Amalia C. Cordero Martínez
Y si pasara ese tren, como criatura mitológica que se transforma
en dragón de hierro y vuela, incendia mi pasado,
me lleva hacia otros amaneceres, amores nuevos,
latitudes con otros tonos de libertad.
Abel González Fagundo / Cuba
…son ruidosos, asustan por su volumen y no tienen nada de poéticos, pero me hacen recordar. El tren de mi infancia se anunciaba desde lejos con el canturreo de su corneta que se volvía estrépito al acercarse. Cubría la ruta Habana-Guane, atravesando la provincia de Pinar del Río. Desprendía un olor agradable, aunque no podía definirlo, quizás porque el combustible era carbón de piedra que nunca lo había visto. En su combustión deshacía una estela sobre el caserío ‘’como una cabeza de humo alborotada.’’ Su llegada fue suficiente movimiento para despertarme, apenas a las seis y diez minutos e involucrarme en el asunto del significado de la puntualidad con la que, además, se organizó el horario de vida y la jornada laboral de los vecinos. De aquella época soy un espejo. Reflejo mi cabeza recostada a uno de los rieles donde,’’vibrantes al oído, golpeaban al corazón todos los trenes del mundo.’’ Ahí emergieron mis alas para alumbrar cierto empoderamiento entre la estira y encoge de los goznes, los saltos y vapuleos de los vagones, con la fe de que nunca encontraría obstáculo que no pudiera salvar.
Asocio los trenes a una imagen que no quiero perder: mi padre acudía al tren cada amanecer, para ir al trabajo. En los días en que, a las seis de la mañana, aún era oscuro, él sostenía un trozo de papel en su mano. Cuando la locomotora asomaba por la curva, junto al palmar, él encendía su papel y con la mano en alto, hacía señales. Yo, pequeña, no tenía idea del por qué de aquella práctica. Algún uso tendría. —Pensé muchas veces. — Dijo: es sencillo, cuando el maquinista divisa las señales sabe que estamos esperándolo y comienza a aminorar la marcha. En los días no laborables otros se ocuparon de no romper la costumbre. El tren era lo más factible para nuestros viajes por la cercanía al batey y porque, en el tren, siempre cabe uno: —Decía mi madre.

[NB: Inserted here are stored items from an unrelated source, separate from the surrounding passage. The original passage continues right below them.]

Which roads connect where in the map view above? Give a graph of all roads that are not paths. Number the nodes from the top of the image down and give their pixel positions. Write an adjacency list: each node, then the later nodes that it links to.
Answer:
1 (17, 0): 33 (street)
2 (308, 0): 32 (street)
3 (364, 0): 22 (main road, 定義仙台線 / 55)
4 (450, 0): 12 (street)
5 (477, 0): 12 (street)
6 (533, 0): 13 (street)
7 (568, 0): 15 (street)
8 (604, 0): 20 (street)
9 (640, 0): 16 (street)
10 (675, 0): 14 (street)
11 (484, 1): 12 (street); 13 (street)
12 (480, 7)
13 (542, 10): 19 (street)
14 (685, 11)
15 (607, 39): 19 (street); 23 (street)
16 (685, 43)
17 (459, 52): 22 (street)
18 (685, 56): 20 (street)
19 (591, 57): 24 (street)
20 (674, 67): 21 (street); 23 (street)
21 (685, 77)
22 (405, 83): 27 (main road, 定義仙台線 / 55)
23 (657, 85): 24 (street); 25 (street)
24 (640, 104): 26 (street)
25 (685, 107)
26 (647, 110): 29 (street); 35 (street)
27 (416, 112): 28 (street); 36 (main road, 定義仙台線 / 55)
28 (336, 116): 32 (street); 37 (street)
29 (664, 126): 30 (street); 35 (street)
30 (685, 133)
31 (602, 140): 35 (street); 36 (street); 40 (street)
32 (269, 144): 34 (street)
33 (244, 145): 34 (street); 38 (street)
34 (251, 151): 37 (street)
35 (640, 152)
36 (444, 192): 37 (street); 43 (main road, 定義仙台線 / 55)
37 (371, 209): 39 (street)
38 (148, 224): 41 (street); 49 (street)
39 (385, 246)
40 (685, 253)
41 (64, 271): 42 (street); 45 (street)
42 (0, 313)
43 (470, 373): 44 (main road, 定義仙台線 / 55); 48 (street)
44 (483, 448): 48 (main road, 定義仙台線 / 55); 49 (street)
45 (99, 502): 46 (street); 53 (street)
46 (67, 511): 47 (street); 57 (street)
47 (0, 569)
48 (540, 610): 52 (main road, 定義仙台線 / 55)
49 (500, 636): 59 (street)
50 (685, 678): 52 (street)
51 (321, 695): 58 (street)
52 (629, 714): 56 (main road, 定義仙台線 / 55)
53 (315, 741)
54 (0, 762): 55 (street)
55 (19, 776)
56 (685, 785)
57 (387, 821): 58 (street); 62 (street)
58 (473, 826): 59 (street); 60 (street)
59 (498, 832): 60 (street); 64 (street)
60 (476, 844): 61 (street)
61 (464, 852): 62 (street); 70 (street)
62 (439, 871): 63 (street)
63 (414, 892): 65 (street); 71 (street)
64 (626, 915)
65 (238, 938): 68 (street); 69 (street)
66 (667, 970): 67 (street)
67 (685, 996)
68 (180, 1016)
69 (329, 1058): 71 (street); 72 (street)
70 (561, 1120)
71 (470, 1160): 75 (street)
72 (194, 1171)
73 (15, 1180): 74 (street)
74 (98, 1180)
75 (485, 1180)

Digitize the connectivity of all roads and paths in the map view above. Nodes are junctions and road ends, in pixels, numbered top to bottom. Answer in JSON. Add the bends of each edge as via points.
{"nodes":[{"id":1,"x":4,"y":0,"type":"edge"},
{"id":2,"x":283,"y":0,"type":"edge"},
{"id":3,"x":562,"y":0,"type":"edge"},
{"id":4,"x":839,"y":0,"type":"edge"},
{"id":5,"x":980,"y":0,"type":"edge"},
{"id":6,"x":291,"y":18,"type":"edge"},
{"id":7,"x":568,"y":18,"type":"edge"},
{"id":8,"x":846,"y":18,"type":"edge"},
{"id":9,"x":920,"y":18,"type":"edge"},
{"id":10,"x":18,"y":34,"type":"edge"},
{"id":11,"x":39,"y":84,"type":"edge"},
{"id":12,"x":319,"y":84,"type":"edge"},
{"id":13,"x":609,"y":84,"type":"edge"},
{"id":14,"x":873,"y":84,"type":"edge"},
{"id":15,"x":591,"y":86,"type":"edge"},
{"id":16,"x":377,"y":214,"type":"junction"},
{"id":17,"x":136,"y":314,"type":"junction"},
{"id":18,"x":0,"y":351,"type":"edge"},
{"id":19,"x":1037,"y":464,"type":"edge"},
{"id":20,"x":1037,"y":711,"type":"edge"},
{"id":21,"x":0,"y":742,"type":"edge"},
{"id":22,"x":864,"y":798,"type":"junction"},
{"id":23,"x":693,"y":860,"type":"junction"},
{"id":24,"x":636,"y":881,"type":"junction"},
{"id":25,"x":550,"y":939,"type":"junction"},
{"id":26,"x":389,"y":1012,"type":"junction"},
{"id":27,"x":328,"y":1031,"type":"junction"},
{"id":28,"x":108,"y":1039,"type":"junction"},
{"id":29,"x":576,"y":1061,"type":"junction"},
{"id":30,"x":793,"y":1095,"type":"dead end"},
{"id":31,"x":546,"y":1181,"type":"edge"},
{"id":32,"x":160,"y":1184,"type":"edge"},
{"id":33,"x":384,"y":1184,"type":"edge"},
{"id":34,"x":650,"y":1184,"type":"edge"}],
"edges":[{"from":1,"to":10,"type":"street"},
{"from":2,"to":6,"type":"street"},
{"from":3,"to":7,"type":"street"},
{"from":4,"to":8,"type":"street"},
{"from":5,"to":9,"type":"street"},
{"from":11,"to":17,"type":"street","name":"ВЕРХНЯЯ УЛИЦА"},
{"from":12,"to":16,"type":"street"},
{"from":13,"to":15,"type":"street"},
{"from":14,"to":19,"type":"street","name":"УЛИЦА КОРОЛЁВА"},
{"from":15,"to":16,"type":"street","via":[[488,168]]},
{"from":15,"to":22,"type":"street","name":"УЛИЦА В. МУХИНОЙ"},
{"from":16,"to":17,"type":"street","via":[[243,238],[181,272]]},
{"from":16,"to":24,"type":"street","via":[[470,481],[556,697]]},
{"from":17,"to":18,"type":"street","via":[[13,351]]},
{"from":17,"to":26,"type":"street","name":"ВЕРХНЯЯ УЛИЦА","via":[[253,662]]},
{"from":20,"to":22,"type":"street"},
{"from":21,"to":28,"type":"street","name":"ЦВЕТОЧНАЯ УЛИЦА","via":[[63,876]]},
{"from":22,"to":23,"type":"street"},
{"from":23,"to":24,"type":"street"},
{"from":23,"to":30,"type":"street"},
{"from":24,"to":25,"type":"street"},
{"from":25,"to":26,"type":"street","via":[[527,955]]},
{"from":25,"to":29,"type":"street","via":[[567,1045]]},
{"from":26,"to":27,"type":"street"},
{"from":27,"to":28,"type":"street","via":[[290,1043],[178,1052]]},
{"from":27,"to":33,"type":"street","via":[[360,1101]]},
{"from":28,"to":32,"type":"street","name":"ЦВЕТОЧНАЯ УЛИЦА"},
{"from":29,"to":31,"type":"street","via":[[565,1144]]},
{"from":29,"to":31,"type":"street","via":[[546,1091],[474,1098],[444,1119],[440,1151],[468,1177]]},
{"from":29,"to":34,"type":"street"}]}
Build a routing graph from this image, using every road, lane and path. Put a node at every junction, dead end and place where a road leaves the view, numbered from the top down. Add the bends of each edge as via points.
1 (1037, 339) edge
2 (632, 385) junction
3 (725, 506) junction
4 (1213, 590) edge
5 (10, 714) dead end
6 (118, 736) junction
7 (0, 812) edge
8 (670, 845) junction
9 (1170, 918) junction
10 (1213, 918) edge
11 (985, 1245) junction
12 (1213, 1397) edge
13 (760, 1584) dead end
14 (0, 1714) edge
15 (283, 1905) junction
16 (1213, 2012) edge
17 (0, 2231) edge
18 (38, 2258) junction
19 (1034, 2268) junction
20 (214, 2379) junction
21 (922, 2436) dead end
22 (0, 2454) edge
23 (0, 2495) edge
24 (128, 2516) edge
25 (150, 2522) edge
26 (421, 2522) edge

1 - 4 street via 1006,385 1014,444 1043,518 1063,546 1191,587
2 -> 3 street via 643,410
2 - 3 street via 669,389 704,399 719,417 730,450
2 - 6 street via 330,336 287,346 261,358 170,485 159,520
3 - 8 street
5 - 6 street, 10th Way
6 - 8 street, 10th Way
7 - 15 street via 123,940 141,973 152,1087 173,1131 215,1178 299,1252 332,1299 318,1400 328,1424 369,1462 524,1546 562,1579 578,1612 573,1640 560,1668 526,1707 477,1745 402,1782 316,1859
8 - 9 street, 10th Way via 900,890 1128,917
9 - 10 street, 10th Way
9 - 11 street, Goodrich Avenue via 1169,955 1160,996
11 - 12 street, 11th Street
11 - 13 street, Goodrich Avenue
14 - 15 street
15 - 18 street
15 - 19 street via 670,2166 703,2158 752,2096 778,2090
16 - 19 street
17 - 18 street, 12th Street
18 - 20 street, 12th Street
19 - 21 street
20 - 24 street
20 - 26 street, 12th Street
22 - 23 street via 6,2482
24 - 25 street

El convoy ferrocarrilero se detenía en todos los apeaderos o paraderos como se les llama, siempre hay alguien esperando. Los apeaderos son construcciones con un techo, tres paredes y un asiento a su alrededor. En ellos nos resguardábamos del sol o la lluvia, durante la espera. Se estremecían con la llegada de la locomotora y su vagones. Entre las vibraciones y el ruido, me resultaba más tenso subir la escalerilla. Me disputaba la ventanilla con mis hermanas, no quería perderme el disfrute al mirar los campos, que a mi mirada, venían de regreso y también poder detallar de cerca la estación más grande del trayecto, la de San Luis, típica de la época de los inicios de este transporte en Cuba, en el siglo XlX. Aún conserva los pies de amigo de metal que sostienen el techo y sus paredes rústicas salpicadas con cemento y las anchas puertas pintadas de azul. En esa estación siempre hay muchas personas esperando y como si fuera inherente al lugar, los que bajan se enredan con los que han comenzado a subir. Se empujan forman un amasijo en el que chocan con los paquetes, se sienten exclamaciones, todos conversan a la vez. Eran los pasajeros de tramos cortos como mi familia, con toda una gama de bultos. Los pasajeros de tramos largos iban hasta la Habana, la capital, o las poblaciones cercanas a ella. Tenían a su servicio trenes de precios más caros y mejor confort. La mayor distancia de nuestro viaje era a la casa de los abuelos, distante unos treinta kilómetros.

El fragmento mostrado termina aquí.